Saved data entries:

--- START ---

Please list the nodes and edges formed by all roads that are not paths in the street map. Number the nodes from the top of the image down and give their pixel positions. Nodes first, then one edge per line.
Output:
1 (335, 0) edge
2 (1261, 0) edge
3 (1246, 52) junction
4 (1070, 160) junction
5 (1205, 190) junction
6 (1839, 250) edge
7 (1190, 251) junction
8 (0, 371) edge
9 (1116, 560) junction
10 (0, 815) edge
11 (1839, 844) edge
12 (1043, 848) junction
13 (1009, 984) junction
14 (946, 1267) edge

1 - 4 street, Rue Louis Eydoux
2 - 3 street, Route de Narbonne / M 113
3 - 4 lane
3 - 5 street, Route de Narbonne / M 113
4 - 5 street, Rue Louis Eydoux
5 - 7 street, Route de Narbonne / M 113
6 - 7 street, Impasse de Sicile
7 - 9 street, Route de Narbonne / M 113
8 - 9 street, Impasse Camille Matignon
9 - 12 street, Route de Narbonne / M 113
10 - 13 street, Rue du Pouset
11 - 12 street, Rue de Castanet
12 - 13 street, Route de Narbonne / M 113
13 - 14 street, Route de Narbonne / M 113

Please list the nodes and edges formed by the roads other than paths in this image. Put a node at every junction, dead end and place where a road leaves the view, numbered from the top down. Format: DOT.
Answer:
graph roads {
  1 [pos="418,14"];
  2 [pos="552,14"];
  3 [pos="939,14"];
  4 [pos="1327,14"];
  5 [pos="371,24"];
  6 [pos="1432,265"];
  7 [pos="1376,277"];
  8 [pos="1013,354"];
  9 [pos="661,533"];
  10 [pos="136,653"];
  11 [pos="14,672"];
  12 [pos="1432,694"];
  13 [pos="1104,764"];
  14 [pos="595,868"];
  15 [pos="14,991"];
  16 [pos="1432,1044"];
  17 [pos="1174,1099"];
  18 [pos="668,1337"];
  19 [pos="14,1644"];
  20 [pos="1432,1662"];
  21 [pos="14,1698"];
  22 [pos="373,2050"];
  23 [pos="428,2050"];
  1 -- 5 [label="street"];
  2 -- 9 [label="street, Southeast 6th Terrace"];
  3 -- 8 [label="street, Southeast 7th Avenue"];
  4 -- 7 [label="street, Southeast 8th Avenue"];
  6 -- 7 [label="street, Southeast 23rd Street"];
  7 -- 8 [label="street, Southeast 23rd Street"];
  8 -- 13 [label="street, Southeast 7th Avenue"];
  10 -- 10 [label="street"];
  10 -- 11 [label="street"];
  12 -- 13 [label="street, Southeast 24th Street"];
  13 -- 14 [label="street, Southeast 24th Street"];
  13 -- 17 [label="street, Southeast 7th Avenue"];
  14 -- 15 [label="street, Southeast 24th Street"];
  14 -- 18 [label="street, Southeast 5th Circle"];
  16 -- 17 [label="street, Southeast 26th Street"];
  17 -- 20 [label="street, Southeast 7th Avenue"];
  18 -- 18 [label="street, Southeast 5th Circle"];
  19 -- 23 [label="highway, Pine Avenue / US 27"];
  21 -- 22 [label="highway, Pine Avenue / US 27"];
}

--- END ---

**Exercise brief**
Give back every entry exactly, with nothing left out.

**Solution for this problem**
Please list the nodes and edges formed by all roads that are not paths in the street map. Number the nodes from the top of the image down and give their pixel positions. Nodes first, then one edge per line.
Output:
1 (335, 0) edge
2 (1261, 0) edge
3 (1246, 52) junction
4 (1070, 160) junction
5 (1205, 190) junction
6 (1839, 250) edge
7 (1190, 251) junction
8 (0, 371) edge
9 (1116, 560) junction
10 (0, 815) edge
11 (1839, 844) edge
12 (1043, 848) junction
13 (1009, 984) junction
14 (946, 1267) edge

1 - 4 street, Rue Louis Eydoux
2 - 3 street, Route de Narbonne / M 113
3 - 4 lane
3 - 5 street, Route de Narbonne / M 113
4 - 5 street, Rue Louis Eydoux
5 - 7 street, Route de Narbonne / M 113
6 - 7 street, Impasse de Sicile
7 - 9 street, Route de Narbonne / M 113
8 - 9 street, Impasse Camille Matignon
9 - 12 street, Route de Narbonne / M 113
10 - 13 street, Rue du Pouset
11 - 12 street, Rue de Castanet
12 - 13 street, Route de Narbonne / M 113
13 - 14 street, Route de Narbonne / M 113

Please list the nodes and edges formed by the roads other than paths in this image. Put a node at every junction, dead end and place where a road leaves the view, numbered from the top down. Format: DOT.
Answer:
graph roads {
  1 [pos="418,14"];
  2 [pos="552,14"];
  3 [pos="939,14"];
  4 [pos="1327,14"];
  5 [pos="371,24"];
  6 [pos="1432,265"];
  7 [pos="1376,277"];
  8 [pos="1013,354"];
  9 [pos="661,533"];
  10 [pos="136,653"];
  11 [pos="14,672"];
  12 [pos="1432,694"];
  13 [pos="1104,764"];
  14 [pos="595,868"];
  15 [pos="14,991"];
  16 [pos="1432,1044"];
  17 [pos="1174,1099"];
  18 [pos="668,1337"];
  19 [pos="14,1644"];
  20 [pos="1432,1662"];
  21 [pos="14,1698"];
  22 [pos="373,2050"];
  23 [pos="428,2050"];
  1 -- 5 [label="street"];
  2 -- 9 [label="street, Southeast 6th Terrace"];
  3 -- 8 [label="street, Southeast 7th Avenue"];
  4 -- 7 [label="street, Southeast 8th Avenue"];
  6 -- 7 [label="street, Southeast 23rd Street"];
  7 -- 8 [label="street, Southeast 23rd Street"];
  8 -- 13 [label="street, Southeast 7th Avenue"];
  10 -- 10 [label="street"];
  10 -- 11 [label="street"];
  12 -- 13 [label="street, Southeast 24th Street"];
  13 -- 14 [label="street, Southeast 24th Street"];
  13 -- 17 [label="street, Southeast 7th Avenue"];
  14 -- 15 [label="street, Southeast 24th Street"];
  14 -- 18 [label="street, Southeast 5th Circle"];
  16 -- 17 [label="street, Southeast 26th Street"];
  17 -- 20 [label="street, Southeast 7th Avenue"];
  18 -- 18 [label="street, Southeast 5th Circle"];
  19 -- 23 [label="highway, Pine Avenue / US 27"];
  21 -- 22 [label="highway, Pine Avenue / US 27"];
}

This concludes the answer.